It’s like watching a train wreck. Everything rolls along nicely, then you sense something is wrong and suddenly it’s off the rails.
I’m talking about online sign-up forms and processes. If it seems harsh that I describe some as ‘train wrecks’, think about it this way: digital marketing and conversion optimization are about calling on your customers to join you in a voyage of discovery. And any bump along the way can derail your customers from the path.
The journey begins the moment customers become aware of your value proposition and it continues at least until they convert, but it really should never end.
As we all learn more about how to make our customers’ experience better, there’s a refreshing ‘smoothness’ in ad copy, landing pages, calls-to-action and other conversion milestones, versus even just a few years ago.
But if there is one conversion point that continues be a bump in the road, it’s the sign-up form.
Like every other conversion point, no one can tell you what will be the most effective form for you, your products or your customers. You must test to find that out.
But the things that conspire to make your form ineffective are crystal clear because the success of your sign-up form, like everything else along the path to conversion, depends on your customers’ experience of it. Anything that makes the customer uncomfortable, uncertain or that seems wasteful will make the form less effective at capturing data.
A Quick Example of a Sign-Up Form Train Wreck
The following sign-up process follows so many commonly accepted best practices that it’s not the best example of a train wreck. But it shows that the wheels can come off on even a well-planned journey.
Everything Rolls Along Nicely: After clicking on the CTA in the ‘70% Off’ promotional email, the following brilliant sign-up form is presented. With just a single field to fill out, the shopper thinks: “no problem, just my email address and I get to take advantage of 70% off. I’m willing to give that much personal information in return for that value.”
And there’s more:.
- The copy is well written and laid out. The ‘70% Of Every Day’ value proposition is clear
- The call-to-action is the most obvious element on the page
- And there are lot of big, colorful and bright images showing me how I can use my 70% savings
Then You Sense Something is Wrong: After choosing an item to buy, the customer is presented with the following screen on the way to the checkout.
So what’s wrong with that screen? Again, the only thing that’s required at this point is an email address. Not a difficult request, but didn’t the customer already give her email address? Why does she need to enter it again? Not to worry, there’s a good chance the customer still perceives it as a fair exchange for value and is not perturbed enough to become one of your shopping cart abandonment statistics.
Suddenly It’s Off the Rails: In one simple step, the customer goes from having to enter her email address just twice, to being forced to submit it a fourth time.
This sign-up process has gone off track.
The Most Effective Sign-Up Form? You Don’t Even Know It’s There
OK, before we begin this section, I understand the following example only works for an online service like Babbel’s. And when I say ‘most effective’, it is so only in my humble, subjective opinion and in comparison to the other forms I reviewed for this post.
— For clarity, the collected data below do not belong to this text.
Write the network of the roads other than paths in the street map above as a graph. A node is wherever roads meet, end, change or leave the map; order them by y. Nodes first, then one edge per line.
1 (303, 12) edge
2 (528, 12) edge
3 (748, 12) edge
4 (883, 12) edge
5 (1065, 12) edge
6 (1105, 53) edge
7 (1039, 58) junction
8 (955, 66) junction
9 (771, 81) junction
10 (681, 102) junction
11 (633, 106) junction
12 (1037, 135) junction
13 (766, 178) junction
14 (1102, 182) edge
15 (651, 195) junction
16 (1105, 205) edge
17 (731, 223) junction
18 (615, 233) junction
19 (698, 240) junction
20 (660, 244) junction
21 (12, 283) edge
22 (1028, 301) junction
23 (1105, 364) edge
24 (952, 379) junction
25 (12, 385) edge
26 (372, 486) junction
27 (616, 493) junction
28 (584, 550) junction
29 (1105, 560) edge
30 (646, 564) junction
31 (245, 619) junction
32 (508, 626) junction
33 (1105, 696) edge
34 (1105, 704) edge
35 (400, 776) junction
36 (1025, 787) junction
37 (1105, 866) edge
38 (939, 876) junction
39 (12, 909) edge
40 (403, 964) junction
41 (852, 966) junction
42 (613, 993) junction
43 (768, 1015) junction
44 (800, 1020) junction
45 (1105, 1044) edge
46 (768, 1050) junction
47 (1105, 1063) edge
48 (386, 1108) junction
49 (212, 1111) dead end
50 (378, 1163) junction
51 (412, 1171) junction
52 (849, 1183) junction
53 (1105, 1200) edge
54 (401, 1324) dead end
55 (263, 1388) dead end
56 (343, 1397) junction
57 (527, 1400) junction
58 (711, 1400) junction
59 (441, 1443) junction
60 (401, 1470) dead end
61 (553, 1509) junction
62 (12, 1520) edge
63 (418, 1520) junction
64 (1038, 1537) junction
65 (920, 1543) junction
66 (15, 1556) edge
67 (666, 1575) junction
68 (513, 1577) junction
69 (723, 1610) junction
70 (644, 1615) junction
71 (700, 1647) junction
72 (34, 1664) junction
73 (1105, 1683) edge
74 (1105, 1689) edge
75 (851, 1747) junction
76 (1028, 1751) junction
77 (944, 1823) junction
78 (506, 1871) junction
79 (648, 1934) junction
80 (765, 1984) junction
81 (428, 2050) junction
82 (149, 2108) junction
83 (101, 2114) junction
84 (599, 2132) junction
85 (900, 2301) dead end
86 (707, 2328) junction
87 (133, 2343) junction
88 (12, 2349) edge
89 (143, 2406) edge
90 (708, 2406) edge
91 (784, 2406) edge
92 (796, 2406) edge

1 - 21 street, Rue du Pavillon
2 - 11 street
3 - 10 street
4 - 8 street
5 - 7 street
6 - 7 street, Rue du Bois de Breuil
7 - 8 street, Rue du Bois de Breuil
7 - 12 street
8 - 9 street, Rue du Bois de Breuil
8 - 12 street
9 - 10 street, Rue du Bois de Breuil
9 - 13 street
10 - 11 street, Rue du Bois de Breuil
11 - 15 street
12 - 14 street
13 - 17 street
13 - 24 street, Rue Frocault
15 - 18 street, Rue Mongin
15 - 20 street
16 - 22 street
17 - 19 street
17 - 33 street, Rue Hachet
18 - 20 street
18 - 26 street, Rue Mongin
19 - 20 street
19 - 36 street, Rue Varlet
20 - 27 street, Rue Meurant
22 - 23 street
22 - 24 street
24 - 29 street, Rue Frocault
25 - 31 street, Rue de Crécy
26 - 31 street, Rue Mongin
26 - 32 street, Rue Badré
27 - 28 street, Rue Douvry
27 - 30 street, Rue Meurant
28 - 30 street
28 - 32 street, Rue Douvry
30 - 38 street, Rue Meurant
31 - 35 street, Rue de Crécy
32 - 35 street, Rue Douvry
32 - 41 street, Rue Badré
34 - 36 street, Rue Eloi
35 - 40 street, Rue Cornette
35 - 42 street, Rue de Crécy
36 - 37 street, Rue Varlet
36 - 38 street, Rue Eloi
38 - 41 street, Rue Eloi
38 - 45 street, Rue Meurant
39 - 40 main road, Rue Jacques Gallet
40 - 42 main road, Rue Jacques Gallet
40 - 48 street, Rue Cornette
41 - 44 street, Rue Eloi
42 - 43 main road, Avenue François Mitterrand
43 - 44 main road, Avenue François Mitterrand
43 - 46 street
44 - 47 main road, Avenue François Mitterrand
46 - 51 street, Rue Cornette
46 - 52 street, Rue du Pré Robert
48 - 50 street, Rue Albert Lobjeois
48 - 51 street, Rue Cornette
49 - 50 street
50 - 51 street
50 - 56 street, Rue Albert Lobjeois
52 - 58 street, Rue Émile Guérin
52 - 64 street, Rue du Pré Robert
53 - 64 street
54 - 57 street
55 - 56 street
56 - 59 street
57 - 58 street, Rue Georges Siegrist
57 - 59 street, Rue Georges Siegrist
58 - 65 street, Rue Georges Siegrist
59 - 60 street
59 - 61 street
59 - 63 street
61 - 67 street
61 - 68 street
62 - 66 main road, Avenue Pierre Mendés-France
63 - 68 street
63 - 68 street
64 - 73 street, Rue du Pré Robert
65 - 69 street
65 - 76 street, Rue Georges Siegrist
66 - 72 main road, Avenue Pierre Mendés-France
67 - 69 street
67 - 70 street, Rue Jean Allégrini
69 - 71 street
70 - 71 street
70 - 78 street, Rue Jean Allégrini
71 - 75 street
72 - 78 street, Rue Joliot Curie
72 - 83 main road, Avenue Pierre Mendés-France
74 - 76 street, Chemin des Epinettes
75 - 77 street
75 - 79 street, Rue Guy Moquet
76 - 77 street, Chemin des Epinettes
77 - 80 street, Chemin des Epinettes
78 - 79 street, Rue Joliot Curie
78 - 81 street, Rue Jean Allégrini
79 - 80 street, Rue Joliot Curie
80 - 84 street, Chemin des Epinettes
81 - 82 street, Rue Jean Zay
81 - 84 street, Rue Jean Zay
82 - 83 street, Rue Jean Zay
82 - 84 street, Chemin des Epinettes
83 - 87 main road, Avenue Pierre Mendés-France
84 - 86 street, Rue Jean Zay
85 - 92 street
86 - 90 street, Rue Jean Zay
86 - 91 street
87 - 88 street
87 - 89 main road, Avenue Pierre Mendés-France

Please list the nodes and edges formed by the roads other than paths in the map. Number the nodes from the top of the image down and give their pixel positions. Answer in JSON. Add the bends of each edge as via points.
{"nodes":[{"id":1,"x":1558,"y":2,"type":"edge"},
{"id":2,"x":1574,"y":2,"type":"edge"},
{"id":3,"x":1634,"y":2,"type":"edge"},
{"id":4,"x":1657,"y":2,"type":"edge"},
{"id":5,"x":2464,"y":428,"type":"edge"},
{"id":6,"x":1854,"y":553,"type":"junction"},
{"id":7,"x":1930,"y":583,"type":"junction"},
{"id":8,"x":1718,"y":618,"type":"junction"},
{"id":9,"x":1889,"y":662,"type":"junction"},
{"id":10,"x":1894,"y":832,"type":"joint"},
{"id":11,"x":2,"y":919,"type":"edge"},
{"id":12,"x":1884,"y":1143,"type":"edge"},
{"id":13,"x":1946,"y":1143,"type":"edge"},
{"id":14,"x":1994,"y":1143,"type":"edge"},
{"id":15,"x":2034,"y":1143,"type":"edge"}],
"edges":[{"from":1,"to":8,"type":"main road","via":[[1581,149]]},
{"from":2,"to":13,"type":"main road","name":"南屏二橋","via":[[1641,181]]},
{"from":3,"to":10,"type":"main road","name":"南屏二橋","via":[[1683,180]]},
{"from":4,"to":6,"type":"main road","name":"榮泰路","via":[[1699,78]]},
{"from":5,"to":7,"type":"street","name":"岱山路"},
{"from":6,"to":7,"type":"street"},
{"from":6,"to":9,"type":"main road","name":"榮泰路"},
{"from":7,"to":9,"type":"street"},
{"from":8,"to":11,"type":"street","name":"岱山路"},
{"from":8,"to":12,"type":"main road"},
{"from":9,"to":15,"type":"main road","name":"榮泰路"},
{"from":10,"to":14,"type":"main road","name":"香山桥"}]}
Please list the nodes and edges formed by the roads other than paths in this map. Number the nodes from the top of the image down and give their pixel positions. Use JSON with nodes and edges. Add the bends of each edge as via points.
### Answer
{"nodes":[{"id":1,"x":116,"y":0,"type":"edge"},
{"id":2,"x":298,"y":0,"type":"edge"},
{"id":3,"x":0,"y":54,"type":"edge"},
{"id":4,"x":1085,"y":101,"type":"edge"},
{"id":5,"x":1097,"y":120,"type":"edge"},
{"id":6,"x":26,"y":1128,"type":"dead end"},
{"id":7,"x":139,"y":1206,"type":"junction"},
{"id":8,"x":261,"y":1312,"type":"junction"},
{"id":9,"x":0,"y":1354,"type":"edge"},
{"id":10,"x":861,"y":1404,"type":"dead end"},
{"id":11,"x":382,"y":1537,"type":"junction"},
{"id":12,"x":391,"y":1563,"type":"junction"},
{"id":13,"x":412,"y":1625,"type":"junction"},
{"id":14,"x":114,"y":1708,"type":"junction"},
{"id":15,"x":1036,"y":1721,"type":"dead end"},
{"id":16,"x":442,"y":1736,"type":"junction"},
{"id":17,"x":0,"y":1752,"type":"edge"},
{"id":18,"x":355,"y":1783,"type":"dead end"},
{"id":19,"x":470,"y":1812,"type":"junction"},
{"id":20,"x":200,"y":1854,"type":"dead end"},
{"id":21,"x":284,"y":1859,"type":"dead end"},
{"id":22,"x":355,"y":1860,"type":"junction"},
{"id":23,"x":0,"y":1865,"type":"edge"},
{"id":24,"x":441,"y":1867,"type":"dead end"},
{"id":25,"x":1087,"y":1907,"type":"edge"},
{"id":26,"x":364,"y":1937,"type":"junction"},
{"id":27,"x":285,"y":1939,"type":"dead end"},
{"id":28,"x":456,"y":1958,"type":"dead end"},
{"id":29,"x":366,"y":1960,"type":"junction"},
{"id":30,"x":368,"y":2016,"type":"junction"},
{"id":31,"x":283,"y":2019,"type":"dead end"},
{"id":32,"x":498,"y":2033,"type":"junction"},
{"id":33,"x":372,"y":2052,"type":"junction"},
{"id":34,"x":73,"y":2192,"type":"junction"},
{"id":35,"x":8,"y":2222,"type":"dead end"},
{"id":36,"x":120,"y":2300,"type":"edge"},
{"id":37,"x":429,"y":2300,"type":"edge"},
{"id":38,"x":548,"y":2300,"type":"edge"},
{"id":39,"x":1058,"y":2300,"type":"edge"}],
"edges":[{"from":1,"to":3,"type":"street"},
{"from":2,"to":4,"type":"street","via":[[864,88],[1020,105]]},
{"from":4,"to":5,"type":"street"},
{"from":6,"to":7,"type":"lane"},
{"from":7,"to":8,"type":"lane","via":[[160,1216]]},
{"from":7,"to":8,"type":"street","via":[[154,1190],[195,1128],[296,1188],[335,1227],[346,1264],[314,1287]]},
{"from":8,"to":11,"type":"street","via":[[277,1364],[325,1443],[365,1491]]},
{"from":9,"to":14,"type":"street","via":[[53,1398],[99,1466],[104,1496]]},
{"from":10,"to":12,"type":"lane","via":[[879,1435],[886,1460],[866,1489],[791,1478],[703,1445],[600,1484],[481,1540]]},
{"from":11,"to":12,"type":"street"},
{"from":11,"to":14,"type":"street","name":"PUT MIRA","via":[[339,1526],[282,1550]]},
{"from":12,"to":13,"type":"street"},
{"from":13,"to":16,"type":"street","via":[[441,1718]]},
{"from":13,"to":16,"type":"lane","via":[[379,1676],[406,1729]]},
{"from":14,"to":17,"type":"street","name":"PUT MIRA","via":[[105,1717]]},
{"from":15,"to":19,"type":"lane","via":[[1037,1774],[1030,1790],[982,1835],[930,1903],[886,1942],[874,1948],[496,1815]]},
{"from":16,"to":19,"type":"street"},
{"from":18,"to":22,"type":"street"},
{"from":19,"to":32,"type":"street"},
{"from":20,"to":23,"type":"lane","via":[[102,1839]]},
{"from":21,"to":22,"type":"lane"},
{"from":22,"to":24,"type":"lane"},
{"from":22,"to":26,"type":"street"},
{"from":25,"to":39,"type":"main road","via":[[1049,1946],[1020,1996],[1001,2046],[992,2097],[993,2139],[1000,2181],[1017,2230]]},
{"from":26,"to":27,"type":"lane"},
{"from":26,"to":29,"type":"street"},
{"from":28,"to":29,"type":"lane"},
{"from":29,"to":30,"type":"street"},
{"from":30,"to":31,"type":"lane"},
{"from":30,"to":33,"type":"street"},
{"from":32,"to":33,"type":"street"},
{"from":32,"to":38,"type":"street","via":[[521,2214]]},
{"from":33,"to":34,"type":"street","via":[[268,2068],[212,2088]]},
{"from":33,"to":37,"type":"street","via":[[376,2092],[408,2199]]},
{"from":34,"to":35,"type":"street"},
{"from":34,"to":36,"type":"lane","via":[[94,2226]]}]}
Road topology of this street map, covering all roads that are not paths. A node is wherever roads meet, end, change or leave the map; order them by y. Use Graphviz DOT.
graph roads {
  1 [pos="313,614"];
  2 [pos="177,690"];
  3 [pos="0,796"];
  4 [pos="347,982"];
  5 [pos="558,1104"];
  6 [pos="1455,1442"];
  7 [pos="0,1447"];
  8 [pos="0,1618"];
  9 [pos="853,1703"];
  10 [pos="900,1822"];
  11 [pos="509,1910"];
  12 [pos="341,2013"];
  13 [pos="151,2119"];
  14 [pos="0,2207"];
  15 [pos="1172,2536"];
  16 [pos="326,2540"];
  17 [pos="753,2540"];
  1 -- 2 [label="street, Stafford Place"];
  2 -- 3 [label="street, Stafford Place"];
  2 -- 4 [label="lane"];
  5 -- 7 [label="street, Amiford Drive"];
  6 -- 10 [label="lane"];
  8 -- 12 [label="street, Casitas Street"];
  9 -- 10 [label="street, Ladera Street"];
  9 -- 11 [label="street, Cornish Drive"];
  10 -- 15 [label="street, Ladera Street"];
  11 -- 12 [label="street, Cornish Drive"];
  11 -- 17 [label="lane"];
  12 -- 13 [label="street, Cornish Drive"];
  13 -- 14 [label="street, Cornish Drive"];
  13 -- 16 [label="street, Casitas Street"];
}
But rarely have I been hooked so well.
I live in a country that has two official languages: French and English. I’ve always felt guilty about my lack of understanding of French. Except for ‘bonjour’, ‘au revoir’ and ‘ou est la salle de bain’, I’m hopeless. So when a call-to-action to learn French came from Babbel, I took it.
The journey began with a simple first step, two choices, easy, painless, no worries.
Even when the subsequent screen asked for my age group, it raised no flags. If I was concerned about privacy, I could choose any age group I wanted.
Then, suddenly, I’m learning. And, considering it’s part of my French vocabulary as outlined above, I knew the answer. Cool.
After answering a series of similar questions, I was given a phrase-matching exercise, which I also aced. And I now have a score (gamification). And a gauge of where I am in the process. And all I’ve told them so far is that I’m a beginner and the age group I belong to.
Look at this: I’ve completed the first round. And they say I’m ‘very good!’ My first name? Yes, sure, let’s go! (Notice that Babel doesn’t actually ask for your name.)
Now, is the following bit where it gets difficult? But they only ask that I ‘Please answer these simple questions.’ No sweat.
Android, Just right. Online advertising.
Password? Yes, I want to get in on this action again. Email? Well, everyone asks for that and I give my junk mail address anyway. And my score is down to zero, so I’m anxious to start racking up the points.
After I confirm my email address, look what happens: I’m already into a French course.
See what happened there? To make sure I had the best customer experience possible, Babbel made their conversion path a game of learning and made me feel that I was going where I wanted to go, not where Babbel wanted me to be.
On the way, and with me hardly even noticing their effort, Babbel managed to find out the following from me:
- First name, which they used to personalize the rest of the path.
- Age group
- Mobile OS and device type
- Immediate feedback of the effectiveness of their product
- Which of their marketing channels worked to get my attention
- Email address
Not a bad haul of data.
Again, the Babbel example may not apply to very many situations. But hopefully it at least shows that the focus of the most effective sign-up forms is not only on what information you need from the customer, but also on how you can remove the bumps on the customer’s conversion path experience and turn it into one that makes her willing to give you that information and more.